◆ TASK DESCRIPTION
What you output must match the entries exactly, apart from the pictures, which are left out.

(Collected data entries)
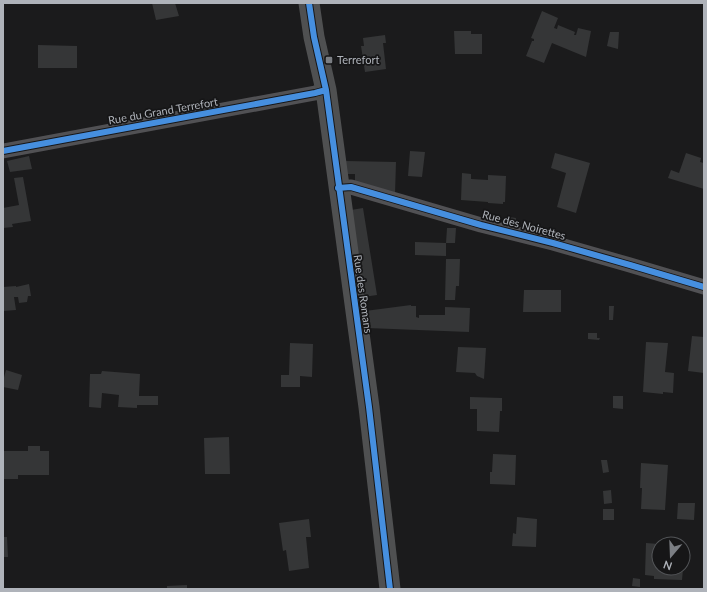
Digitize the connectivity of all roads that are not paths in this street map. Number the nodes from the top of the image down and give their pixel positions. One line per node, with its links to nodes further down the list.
1 (309, 3): 2 (street, Rue des Romans)
2 (326, 90): 3 (street, Rue du Grand Terrefort); 4 (street, Rue des Romans)
3 (3, 151)
4 (338, 188): 5 (street, Rue des Noirettes); 6 (street, Rue des Romans)
5 (704, 287)
6 (390, 589)

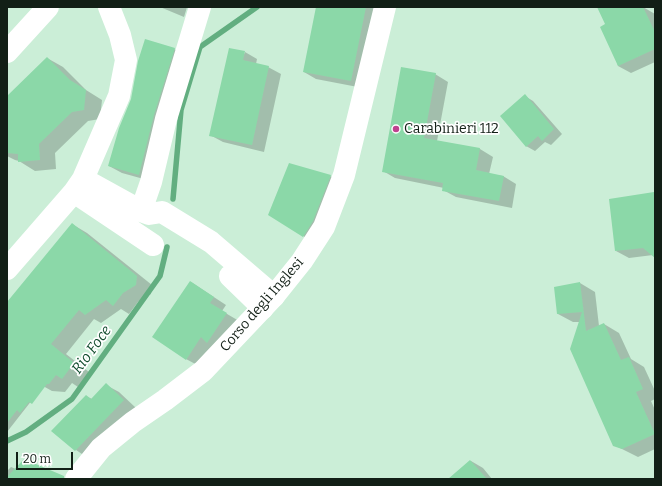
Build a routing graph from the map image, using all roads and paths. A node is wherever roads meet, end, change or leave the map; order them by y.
1 (48, 7) edge
2 (110, 7) edge
3 (200, 7) edge
4 (385, 7) edge
5 (7, 52) edge
6 (78, 186) junction
7 (145, 212) junction
8 (153, 245) dead end
9 (7, 269) edge
10 (269, 302) junction
11 (76, 479) edge

1 - 5 street
2 - 6 street
3 - 7 street
4 - 10 street, Corso degli Inglesi
6 - 7 street
6 - 8 street
6 - 9 street
7 - 10 street
10 - 11 street, Corso degli Inglesi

◆ SOLUTION
Digitize the connectivity of all roads that are not paths in this street map. Number the nodes from the top of the image down and give their pixel positions. One line per node, with its links to nodes further down the list.
1 (309, 3): 2 (street, Rue des Romans)
2 (326, 90): 3 (street, Rue du Grand Terrefort); 4 (street, Rue des Romans)
3 (3, 151)
4 (338, 188): 5 (street, Rue des Noirettes); 6 (street, Rue des Romans)
5 (704, 287)
6 (390, 589)

Build a routing graph from the map image, using all roads and paths. A node is wherever roads meet, end, change or leave the map; order them by y.
1 (48, 7) edge
2 (110, 7) edge
3 (200, 7) edge
4 (385, 7) edge
5 (7, 52) edge
6 (78, 186) junction
7 (145, 212) junction
8 (153, 245) dead end
9 (7, 269) edge
10 (269, 302) junction
11 (76, 479) edge

1 - 5 street
2 - 6 street
3 - 7 street
4 - 10 street, Corso degli Inglesi
6 - 7 street
6 - 8 street
6 - 9 street
7 - 10 street
10 - 11 street, Corso degli Inglesi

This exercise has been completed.